The deal was finalised by Egyptian security chief Murad Muwafi and the new head of Israeli military intelligence Yoram Cohen. But the blueprint for the handover was drawn up by Gerhard Conrad, currently the chief of staff in the German intelligence service, the BND.
BND spokesman Dieter Arndt told EUobserver Conrad worked on the plan for the past two and a half years. "Almost the whole draft of the contract was done by Conrad. It was a long term involvement, but the final glory belongs to Egypt alone," he said.
Arndt noted that Conrad took off his BND hat for the work before returning to the service: "It was a personal thing. He was not acting on behalf of the federal government of Germany or the BND, but on behalf of all sides, Israel and Hamas, for the whole time the negotiations were going on." EU governments are banned from negotiating with Hamas because it is on the union's blacklist of terrorist entities.
The EU last week endorsed the deal on humanitarian grounds. "I warmly welcome the news that Gilad Shalit will soon be able to return home after five years of captivity, putting an end to the long ordeal that he and his family have endured," foreign relations chief Catherine Ashton said.
An EU diplomat earlier told this website Shalit's release could help with EU endorsement of Palestine's bid to upgrade its UN status and reopen the question of delisiting Hamas from the terrorist register.
But despite the atmosphere of good will, some commentators believe the Shalit swap spells trouble for the region.
"Speaking as someone who has been involved in these things [Israel-Hamas prisoner swaps] in the past, I don't think we are moving toward any kind of reconciliation between Israel and Hamas. What usually happens afterwards is that the Israeli government gives Hamas a whack to show that it's still strong. If I was Hamas, I wouldn't leave any of my top leaders out in the open after this," one former EU diplomat said.
For his part, Israeli journalist Alex Fishman, reputed to have close ties to Israeli security chiefs, in an op-ed last week said the Shalit deal is designed to "clear the desk" of the Israeli government for a strike against Iran's alleged nuclear bomb facilities. "The Europeans will be applauding us, and no less importantly it will boost the national consensus and the prime minister's image ahead of the next challenge [Iran]," he wrote.
Some recent developments on the international stage support Fishman's line.
US President Barack Obama at the UN general assembly in September gave Israel carte blanche for action against security threats. The US and the EU have upped anti-Iran rhetoric by accusing it of helping Syria to kill protesters and by exposing an alleged plot to assassinate a Saudi diplomat in Washington. They have also backed the rebellion against Syrian leader Bashar Assad, Iran's main ally.
Alon Ben-David, a senior Israeli defence journalist, cast doubt on the Shalit-Iran link, however.

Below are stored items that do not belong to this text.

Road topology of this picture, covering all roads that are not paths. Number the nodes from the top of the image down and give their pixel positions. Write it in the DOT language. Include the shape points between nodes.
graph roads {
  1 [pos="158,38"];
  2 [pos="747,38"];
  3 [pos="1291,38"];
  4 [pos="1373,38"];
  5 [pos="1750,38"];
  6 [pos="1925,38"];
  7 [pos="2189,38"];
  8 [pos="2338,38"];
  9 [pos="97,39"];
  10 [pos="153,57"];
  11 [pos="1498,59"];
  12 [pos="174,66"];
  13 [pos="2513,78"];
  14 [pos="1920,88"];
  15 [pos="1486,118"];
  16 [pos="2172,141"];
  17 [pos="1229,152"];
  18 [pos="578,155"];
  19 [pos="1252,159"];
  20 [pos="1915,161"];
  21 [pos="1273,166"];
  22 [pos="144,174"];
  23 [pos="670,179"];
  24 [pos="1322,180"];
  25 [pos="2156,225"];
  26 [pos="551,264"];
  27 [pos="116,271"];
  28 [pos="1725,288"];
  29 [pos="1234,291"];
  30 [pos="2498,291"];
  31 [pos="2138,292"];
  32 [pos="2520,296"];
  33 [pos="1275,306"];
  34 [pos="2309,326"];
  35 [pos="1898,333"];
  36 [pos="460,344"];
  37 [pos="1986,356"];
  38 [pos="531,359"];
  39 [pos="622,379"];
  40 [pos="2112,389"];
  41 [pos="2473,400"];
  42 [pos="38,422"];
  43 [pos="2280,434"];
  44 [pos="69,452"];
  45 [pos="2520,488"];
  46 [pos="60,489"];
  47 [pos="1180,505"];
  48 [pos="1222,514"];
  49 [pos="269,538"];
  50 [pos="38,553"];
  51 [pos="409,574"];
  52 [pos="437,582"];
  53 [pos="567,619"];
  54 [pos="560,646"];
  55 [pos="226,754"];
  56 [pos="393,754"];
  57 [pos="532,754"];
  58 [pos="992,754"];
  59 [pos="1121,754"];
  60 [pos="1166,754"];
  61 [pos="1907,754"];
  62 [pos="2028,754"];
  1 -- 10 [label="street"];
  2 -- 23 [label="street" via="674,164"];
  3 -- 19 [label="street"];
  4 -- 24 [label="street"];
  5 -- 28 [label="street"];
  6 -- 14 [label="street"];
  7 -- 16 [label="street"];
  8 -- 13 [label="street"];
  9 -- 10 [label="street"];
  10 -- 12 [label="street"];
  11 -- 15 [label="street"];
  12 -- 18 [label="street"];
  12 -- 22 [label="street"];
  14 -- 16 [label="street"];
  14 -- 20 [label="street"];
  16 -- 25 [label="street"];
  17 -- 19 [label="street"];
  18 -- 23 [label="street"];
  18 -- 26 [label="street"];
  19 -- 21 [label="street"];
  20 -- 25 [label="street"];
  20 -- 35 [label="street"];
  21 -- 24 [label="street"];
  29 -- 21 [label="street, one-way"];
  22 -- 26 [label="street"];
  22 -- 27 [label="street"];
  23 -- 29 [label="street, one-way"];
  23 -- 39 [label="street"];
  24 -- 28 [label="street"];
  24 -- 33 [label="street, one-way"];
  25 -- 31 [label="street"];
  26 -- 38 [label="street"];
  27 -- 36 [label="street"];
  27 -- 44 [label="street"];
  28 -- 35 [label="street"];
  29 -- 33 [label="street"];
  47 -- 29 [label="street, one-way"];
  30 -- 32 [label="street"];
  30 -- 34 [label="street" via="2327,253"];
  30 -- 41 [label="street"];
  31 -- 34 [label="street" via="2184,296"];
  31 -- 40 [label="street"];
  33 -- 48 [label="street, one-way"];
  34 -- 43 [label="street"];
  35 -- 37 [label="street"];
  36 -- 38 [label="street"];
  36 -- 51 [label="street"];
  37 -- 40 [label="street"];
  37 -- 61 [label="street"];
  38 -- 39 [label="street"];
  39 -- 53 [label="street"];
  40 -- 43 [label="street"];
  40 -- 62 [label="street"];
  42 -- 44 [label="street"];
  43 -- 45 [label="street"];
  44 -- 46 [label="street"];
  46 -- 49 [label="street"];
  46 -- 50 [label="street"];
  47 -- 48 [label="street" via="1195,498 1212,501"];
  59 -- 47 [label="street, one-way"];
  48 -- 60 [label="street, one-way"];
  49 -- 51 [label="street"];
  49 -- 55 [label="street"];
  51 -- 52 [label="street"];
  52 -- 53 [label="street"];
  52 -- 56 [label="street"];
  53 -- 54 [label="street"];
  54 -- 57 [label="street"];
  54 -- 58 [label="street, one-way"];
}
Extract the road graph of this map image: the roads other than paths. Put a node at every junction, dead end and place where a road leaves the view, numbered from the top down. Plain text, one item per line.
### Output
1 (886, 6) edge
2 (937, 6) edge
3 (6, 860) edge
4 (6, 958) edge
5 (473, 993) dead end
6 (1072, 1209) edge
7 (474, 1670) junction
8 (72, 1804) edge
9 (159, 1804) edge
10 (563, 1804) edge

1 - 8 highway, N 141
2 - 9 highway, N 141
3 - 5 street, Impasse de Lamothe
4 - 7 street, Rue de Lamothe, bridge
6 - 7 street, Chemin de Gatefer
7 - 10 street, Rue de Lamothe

He said the US and the EU are planning to impose a new round of sanctions on Iran. If these do not stop Tehran's nuclear programme, the next opportunity for military action will come only when the weather improves in spring next year. "Iran is an extremely serious issue. Whether Israel launches an operation against Iran has nothing to do with Shalit," he told EUobserver.
Ben-David agreed that Israel is likely to strike Hamas after the Shalit swap to show who is boss. But he noted the new Egypt-Hamas-Israel "mechanism" bodes well: "I don't think this will be used for anything political. But all parties have developed more trust. We have a new mechanism for negotiating humanitarian issues if there is a military clash."